May 26, 2011
Oncologists Hold Key To Curbing Cancer Costs
VCU Massey Cancer Center researchers propose evidence-based changes in oncologists' practice to cut cancer costs, ensure quality care for all and save money for future medical advances
The cost of cancer care is threatening to bankrupt our healthcare system. New drugs are prolonging life, but at staggering costs.

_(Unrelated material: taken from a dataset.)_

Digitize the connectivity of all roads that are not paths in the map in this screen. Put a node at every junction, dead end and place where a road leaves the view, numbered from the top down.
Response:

This coupled with aging baby boomers and an increasing population mean the U.S. will spend $173 billion annually on cancer care by the year 2020. This trend is not sustainable; however, there are evidence-based ways to maintain or improve the quality of care while saving money for the new therapies being discovered every day.
So argue VCU Massey Cancer Center researchers Thomas Smith, M.D., and Bruce E. Hillner, M.D., in an article in The New England Journal of Medicine, in which they present 10 changes medical oncologists can do to flatten costs, maintain or improve care and save money for future medical advances. Smith is a nationally recognized oncologist and Endowed Chair of Palliative Care Research at VCU Massey Cancer Center, and Hillner is a professor and eminent scholar in the Department of Internal Medicine at the VCU School of Medicine and member scientist at VCU Massey Cancer Center.

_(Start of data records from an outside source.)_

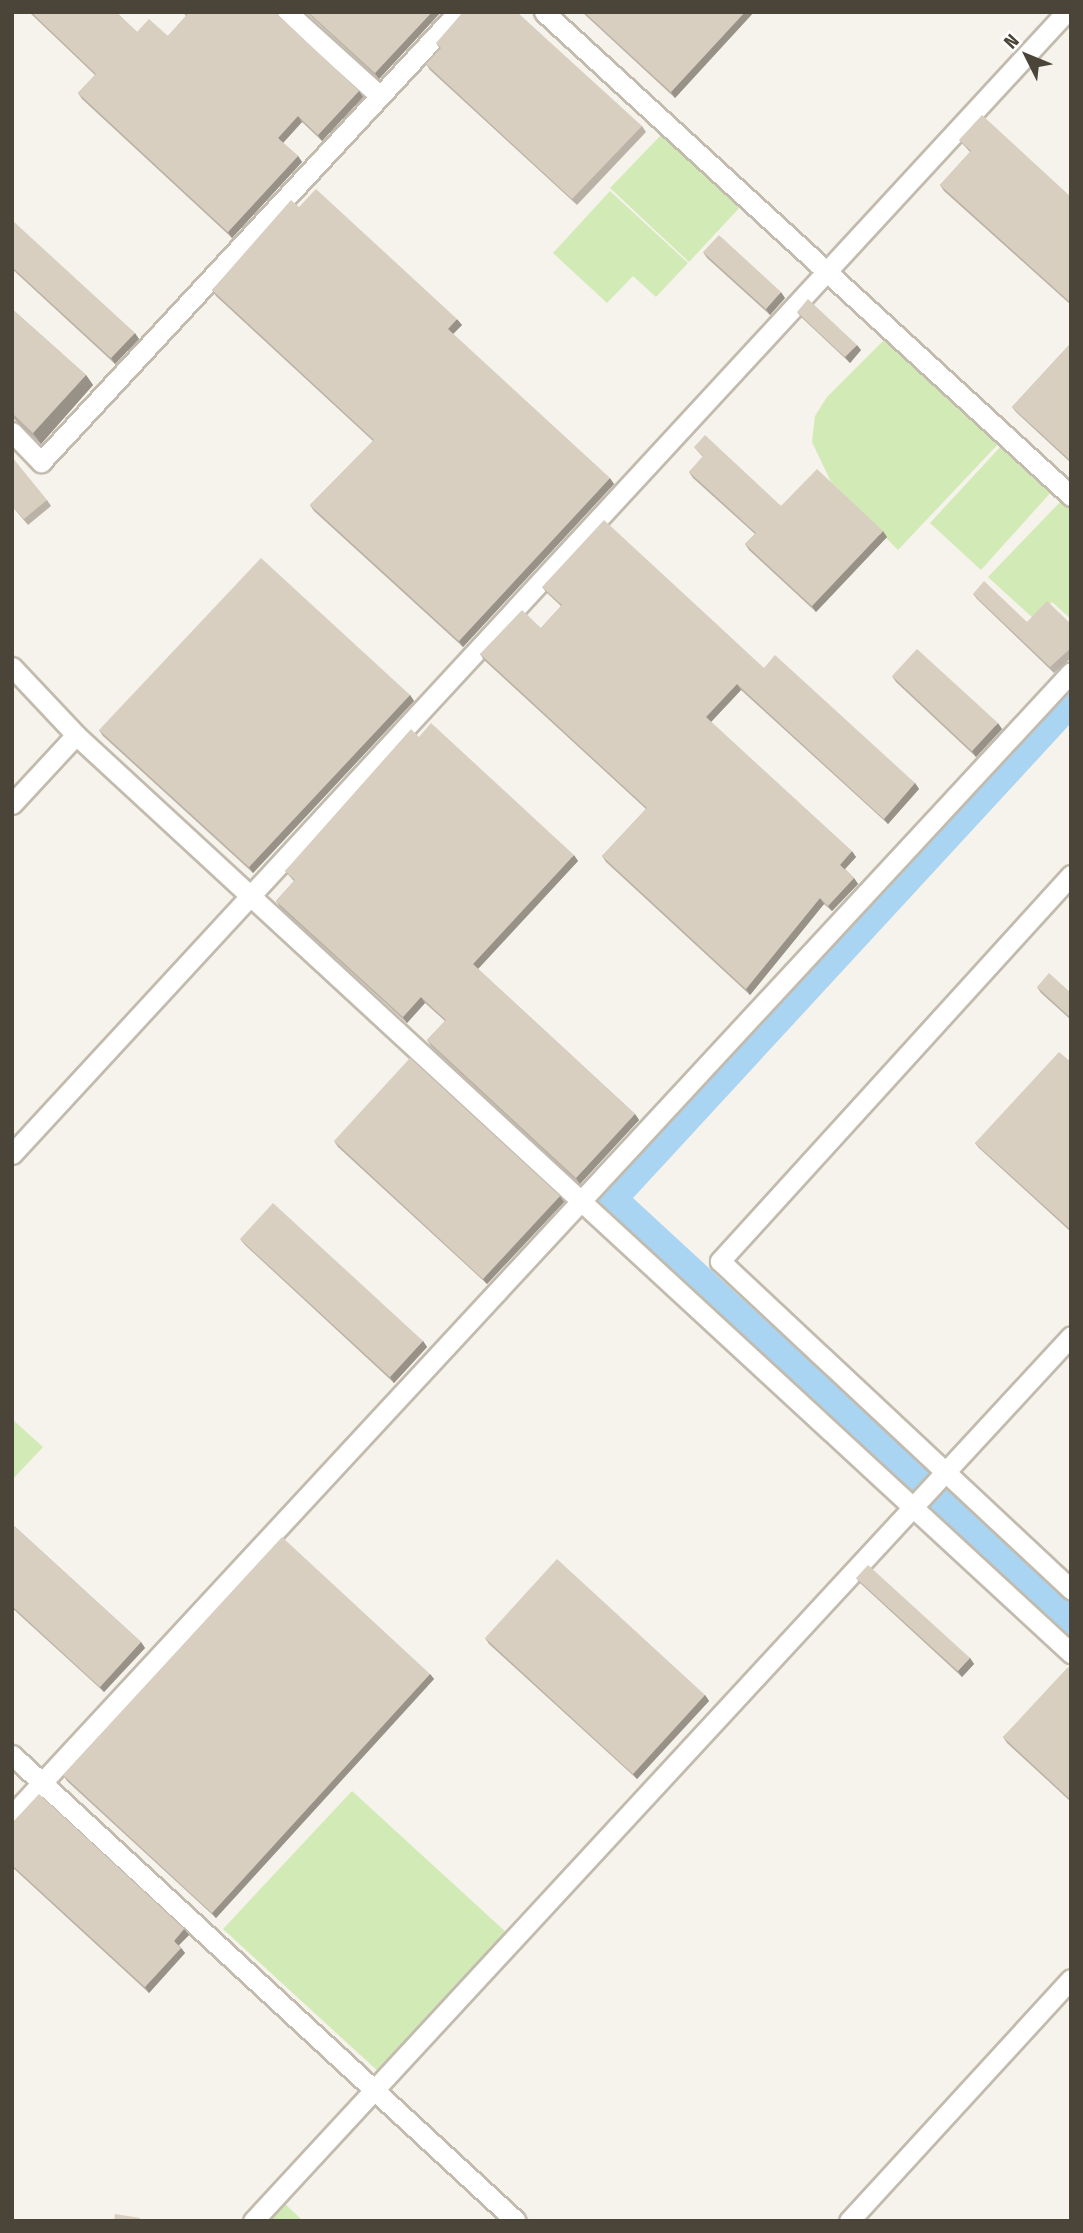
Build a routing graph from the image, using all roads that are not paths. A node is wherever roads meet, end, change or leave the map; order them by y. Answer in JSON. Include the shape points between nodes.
{"nodes":[{"id":1,"x":287,"y":12,"type":"edge"},
{"id":2,"x":458,"y":12,"type":"edge"},
{"id":3,"x":544,"y":12,"type":"edge"},
{"id":4,"x":1066,"y":12,"type":"edge"},
{"id":5,"x":380,"y":96,"type":"junction"},
{"id":6,"x":828,"y":271,"type":"junction"},
{"id":7,"x":12,"y":432,"type":"edge"},
{"id":8,"x":1071,"y":496,"type":"edge"},
{"id":9,"x":12,"y":667,"type":"edge"},
{"id":10,"x":1071,"y":672,"type":"edge"},
{"id":11,"x":76,"y":735,"type":"junction"},
{"id":12,"x":12,"y":804,"type":"edge"},
{"id":13,"x":1071,"y":875,"type":"edge"},
{"id":14,"x":249,"y":897,"type":"junction"},
{"id":15,"x":12,"y":1154,"type":"edge"},
{"id":16,"x":580,"y":1202,"type":"junction"},
{"id":17,"x":1071,"y":1336,"type":"edge"},
{"id":18,"x":944,"y":1474,"type":"junction"},
{"id":19,"x":910,"y":1509,"type":"junction"},
{"id":20,"x":1071,"y":1590,"type":"edge"},
{"id":21,"x":1071,"y":1653,"type":"edge"},
{"id":22,"x":12,"y":1755,"type":"edge"},
{"id":23,"x":42,"y":1783,"type":"junction"},
{"id":24,"x":12,"y":1815,"type":"edge"},
{"id":25,"x":1071,"y":1979,"type":"edge"},
{"id":26,"x":373,"y":2090,"type":"junction"},
{"id":27,"x":253,"y":2221,"type":"edge"},
{"id":28,"x":516,"y":2221,"type":"edge"},
{"id":29,"x":849,"y":2221,"type":"edge"}],
"edges":[{"from":1,"to":5,"type":"street"},
{"from":2,"to":5,"type":"street"},
{"from":3,"to":6,"type":"street"},
{"from":4,"to":6,"type":"street"},
{"from":5,"to":7,"type":"street","via":[[41,462]]},
{"from":6,"to":8,"type":"street"},
{"from":6,"to":14,"type":"street"},
{"from":9,"to":11,"type":"street"},
{"from":10,"to":16,"type":"street"},
{"from":11,"to":12,"type":"street"},
{"from":11,"to":14,"type":"street"},
{"from":13,"to":18,"type":"street","via":[[720,1261]]},
{"from":14,"to":15,"type":"street"},
{"from":14,"to":16,"type":"street"},
{"from":16,"to":19,"type":"street"},
{"from":16,"to":23,"type":"street"},
{"from":17,"to":18,"type":"street"},
{"from":18,"to":19,"type":"street"},
{"from":18,"to":20,"type":"street"},
{"from":19,"to":21,"type":"street"},
{"from":19,"to":26,"type":"street"},
{"from":22,"to":23,"type":"street"},
{"from":23,"to":24,"type":"street"},
{"from":23,"to":26,"type":"street"},
{"from":25,"to":29,"type":"street"},
{"from":26,"to":27,"type":"street"},
{"from":26,"to":28,"type":"street"}]}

In a challenge to their colleagues one week before the annual meeting of the American Society of Clinical Oncologists (ASCO), the authors suggest changes in the behaviors and attitudes of medical oncologists that could save the nation billions of dollars.
"First, we take curative care and clinical trials off the table. They are vital to advances and save lives," says Smith. "However, we must critically examine our current practices for ways to reduce costs in order to maintain quality cancer care for all of our patients while continuing to advance medicine. This raises difficult issues that impact physician income and requires a new level of open and honest communication between doctors and patients. But the longer we wait to address these issues, the worse it will be for future patients."
The authors focus on the treatment of patients with incurable solid tumors, and many of their recommendations reinforce current ASCO and National Comprehensive Cancer Network (NCCN) evidence-based guidelines. Some of their proposals call for more frank discussions about end-of-life care between physicians and patients, and others urge increased scrutiny when using expensive treatments and surveillance tests. They argue that by establishing these guidelines, oncologists would be less likely to continue treatments in situations where the treatments no longer beneficial for the patient.
"It is important that we are compassionate and honest with our patients about when continuing chemotherapy causes more harm than good," says Hillner. "Two simple but critically important points: we should stop routinely giving chemotherapy to patients who are so weakened by the disease that they cannot walk unaided into the clinic. And when the cancer has grown through three successive regimens, it is time to switch teams and use hospice. Research has shown that for patients in these situations it is highly unlikely that continued chemotherapy will prolong life."
The authors suggest the following changes in oncologists' behavior:
* Limit surveillance testing or imaging to situations in which a benefit has been shown.
* Limit second-line and third-line treatment for metastatic cancer to sequential single-agent chemotherapy for most solid tumors.
* Limit chemotherapy to patients with good outcomes, with an exception for highly responsive disease.
* In metastatic solid cancers, replace the routine use of white-cell-stimulating factors with a reduction in the chemotherapy dose.
* For patients who are not responding to three consecutive regimens, limit further chemotherapy to clinical trials.
The authors suggest the following changes in oncologists' attitudes and practice:
* Recognize that the costs of care are driven by what we do and do not do.
* Set more realistic expectations both for doctors and patients.
* Realign compensation to value cognitive services, rather than chemotherapy, more highly.
* Better integrate palliative care into usual oncology care (concurrent care).
* Accept the need for cost-effective analysis and for some limits on care.
"Our recommendations redefine current oncology practices, and we recognize that these raise tough questions," says Hillner. "But now is the time to talk about how we can preserve money to ensure all patients receive the best available care while setting aside funds for new and advanced therapies. We have outlined the starting points for discussion and hope a much-needed national dialogue will follow."